Black night and a moaning sea! Now and then a drizzle of rain came on a gust of wind, sprinkling the girl's tense face, damping the dark hair that clustered about her temples. But she did not so much as feel it. Her passionate young spirit was all on fire with a fierce revolt against the destinies that ruled her life. She paced the parade as one distraught.

Only for a brief space could she let herself go thus, – only while Bunny and their mother played their nightly game of cribbage. They did not so much as know that she was out of the house. She would have to return ere she was missed, and then would follow the inevitable ordeal of putting Bunny to bed. It was an ordeal that seemed to become each night more difficult. In the morning he was easier to manage; but at night when he was tired out and all his nerves were on edge she sometimes found the task almost beyond her powers. When he was in pain-and this was not infrequently-it took her hours to get him finally settled.

She was sure that it would be no easy task to-night. He had had bouts of severe neuralgia during the day, and his flushed face and irritable manner warned her that there was a struggle in store. She had sometimes sat waiting till the small hours of the morning before he would permit her to move or undress him. She felt that some such trial was before her now, and her heart was as lead.

The house had seemed to stifle her. She had run out for a breath of air; and then something about that moaning shore had seemed to draw her. She had run down to the parade, and now she paced along it, staring down into the fathomless dark below her where the deep water rose and fell with a ceaseless moaning, thumping the well beneath in sullen impotence.

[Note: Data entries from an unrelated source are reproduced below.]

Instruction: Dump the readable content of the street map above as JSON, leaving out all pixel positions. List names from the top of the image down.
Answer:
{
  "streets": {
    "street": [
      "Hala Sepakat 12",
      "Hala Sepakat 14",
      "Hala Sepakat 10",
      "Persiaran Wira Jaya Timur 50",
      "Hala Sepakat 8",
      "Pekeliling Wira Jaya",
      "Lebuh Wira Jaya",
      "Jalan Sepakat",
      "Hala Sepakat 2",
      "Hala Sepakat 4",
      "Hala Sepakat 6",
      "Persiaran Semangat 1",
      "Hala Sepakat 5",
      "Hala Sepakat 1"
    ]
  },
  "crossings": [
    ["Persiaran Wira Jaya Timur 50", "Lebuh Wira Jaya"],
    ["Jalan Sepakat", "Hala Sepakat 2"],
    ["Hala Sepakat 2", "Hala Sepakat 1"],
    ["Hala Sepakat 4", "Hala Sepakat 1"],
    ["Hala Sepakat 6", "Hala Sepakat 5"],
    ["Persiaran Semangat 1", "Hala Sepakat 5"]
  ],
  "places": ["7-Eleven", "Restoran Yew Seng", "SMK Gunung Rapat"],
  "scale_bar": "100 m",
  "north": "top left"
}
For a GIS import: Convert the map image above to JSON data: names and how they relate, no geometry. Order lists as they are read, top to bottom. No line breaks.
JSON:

There was no splash of waves, only that dumb striving against a power it could not overthrow. It was like her own mute rebellion, she thought to herself miserably, as persistent and as futile.

She reached the end of the parade. The hour was late; the place deserted. There was a shelter here. She was sure it would be empty, but it did not attract her. She wanted to get as close as possible to that moaning, mysterious waste of water. It held a stark fascination for her. It drew her like a magnet. She stood on the very edge of the parade, facing the drift of rain that blew in from the sea. How dark it was! The nearest lamp was fifty yards away! The thought came to her suddenly, taking form from the formless deep: how easy to take one single false step in that darkness! How swift the consequence, and how complete the deliverance!

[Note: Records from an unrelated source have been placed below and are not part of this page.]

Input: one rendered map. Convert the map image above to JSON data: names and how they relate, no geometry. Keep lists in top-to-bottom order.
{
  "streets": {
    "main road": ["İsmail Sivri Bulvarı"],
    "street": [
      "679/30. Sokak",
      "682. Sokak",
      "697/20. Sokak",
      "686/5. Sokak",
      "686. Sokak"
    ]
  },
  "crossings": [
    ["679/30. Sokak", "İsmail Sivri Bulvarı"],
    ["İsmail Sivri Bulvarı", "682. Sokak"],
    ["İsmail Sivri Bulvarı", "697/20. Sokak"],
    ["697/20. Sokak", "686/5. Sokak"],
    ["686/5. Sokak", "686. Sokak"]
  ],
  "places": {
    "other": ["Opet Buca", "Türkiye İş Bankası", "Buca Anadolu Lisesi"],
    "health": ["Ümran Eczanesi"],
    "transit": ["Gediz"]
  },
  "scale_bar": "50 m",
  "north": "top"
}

A short, inevitable struggle in the dark-in the dark; and then a certain release from this hateful chain called life. It would be terrible, but so quickly over! And this misery that so galled her would be for ever past.

She beat her foot on the edge with a passionate impatience. What a fool she was to suffer so-when there was nothing (never had been any thing) in life worth living for!

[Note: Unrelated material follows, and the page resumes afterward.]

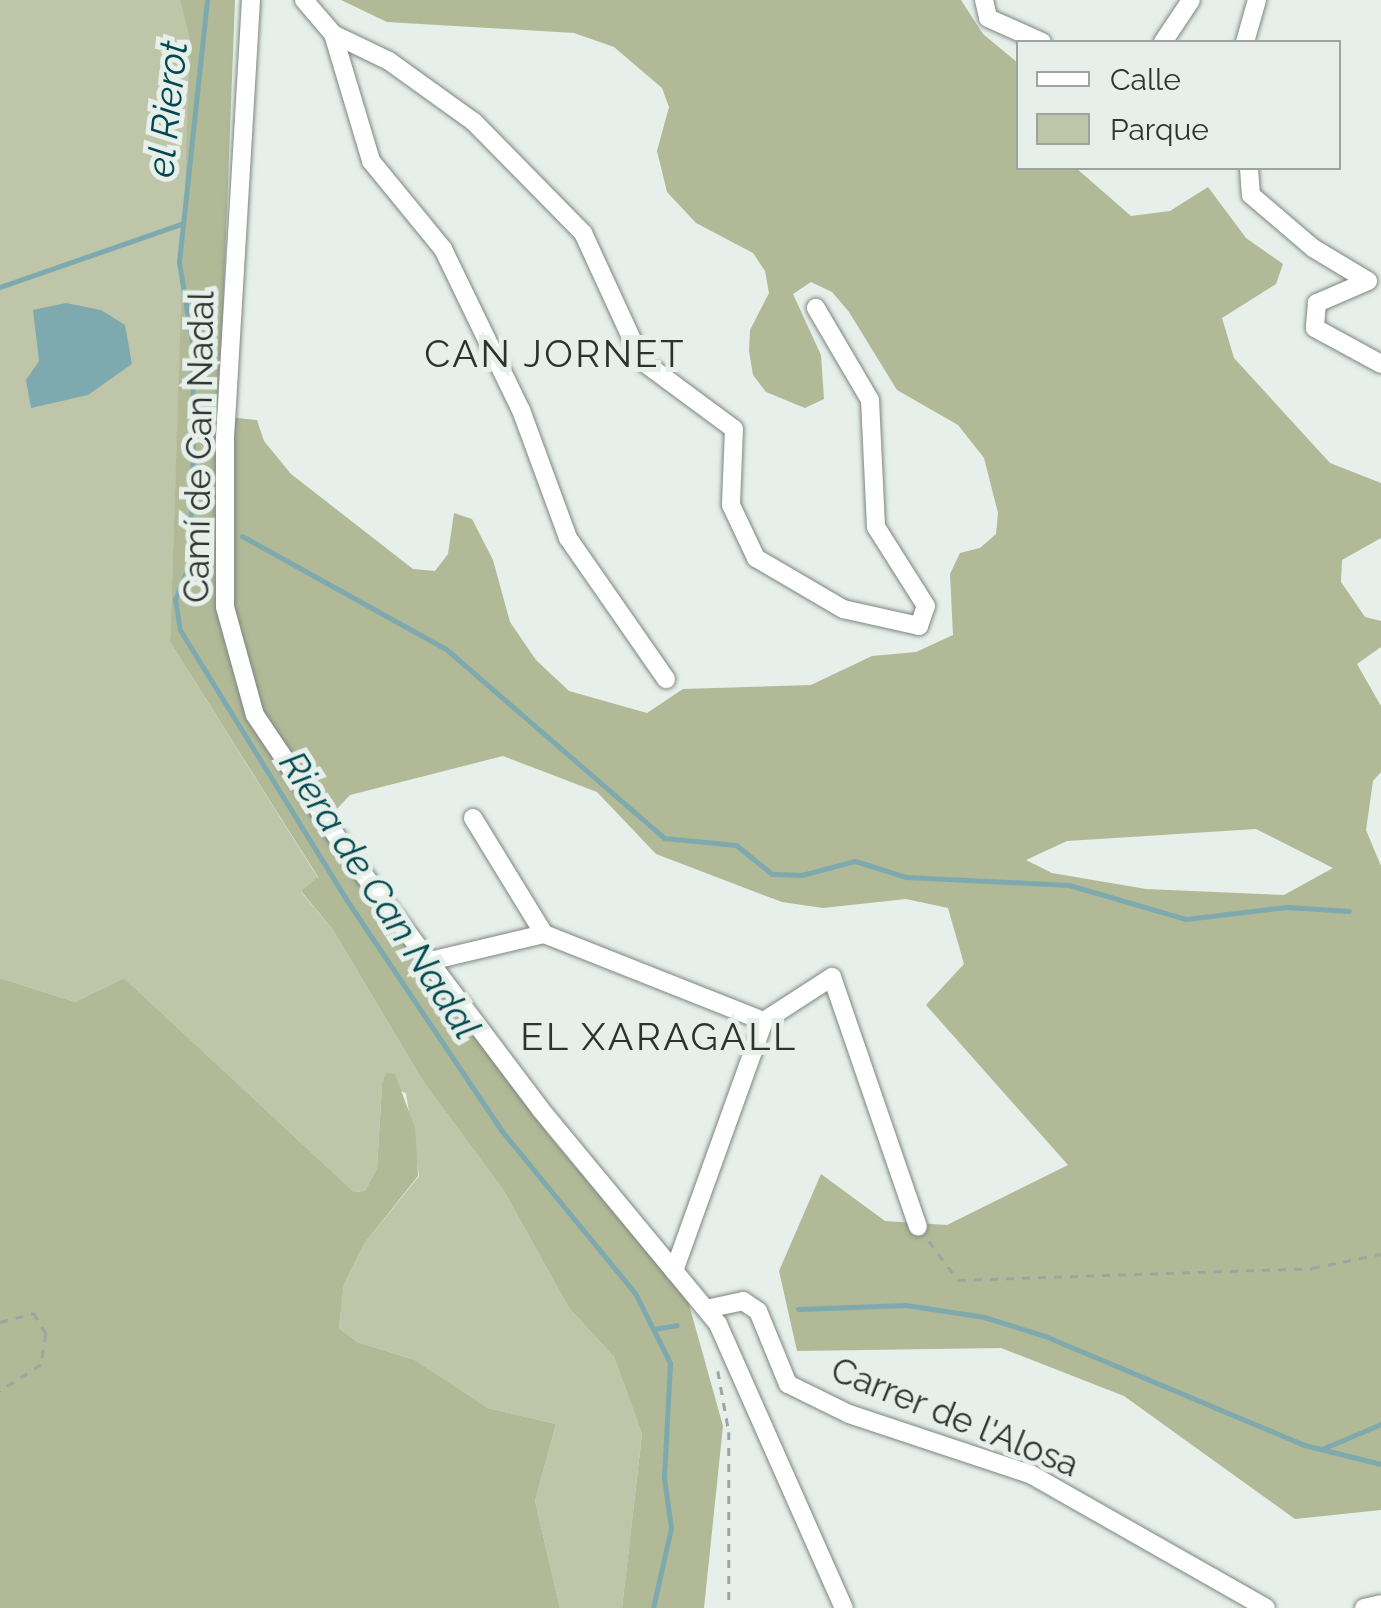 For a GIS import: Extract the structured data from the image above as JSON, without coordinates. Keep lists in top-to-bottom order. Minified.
{"streets":{"street":["Camí de Can Nadal","Carrer de l'Alosa"]},"crossings":[["Camí de Can Nadal","Carrer de l'Alosa"]],"districts":["CAN JORNET","EL XARAGALL"],"water":["el Rierot","Riera de Can Nadal"],"legend":["Calle","Parque"]}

Nothing? Well, yes, there was Bunny. She was an absolute necessity to him. That she knew. She was firmly convinced that he would die without her. And though he would be far, far happier dead, poor darling, she couldn't leave him to die alone.

She lifted her clenched hands above her head in straining impotence. For one black moment she almost wished that Bunny were dead.

And then very suddenly, with staggering unexpectedness she received the biggest shock of her life. Two hands closed simultaneously upon her wrists, and she was drawn into two encircling arms.

She uttered a startled outcry, and in the same moment began a wild and flurried struggle for freedom. But the arms that held her closed like steel springs. A man's strength forced her steadily away from the yawning blackness that stretched beyond the parade.

"It's no good kicking," a soft voice said. "You won't get away."

Something in the voice reassured her. She ceased to struggle. "Oh, let me go!" she said breathlessly. "You-you don't understand. I-I-only-"

"Came out for a breath of air?" he suggested. "Of course-I gathered that."

He took his arms away from her, but he still kept one of her wrists in a strong grasp. She could not see his face in the darkness, only his figure, which was short and stoutly built.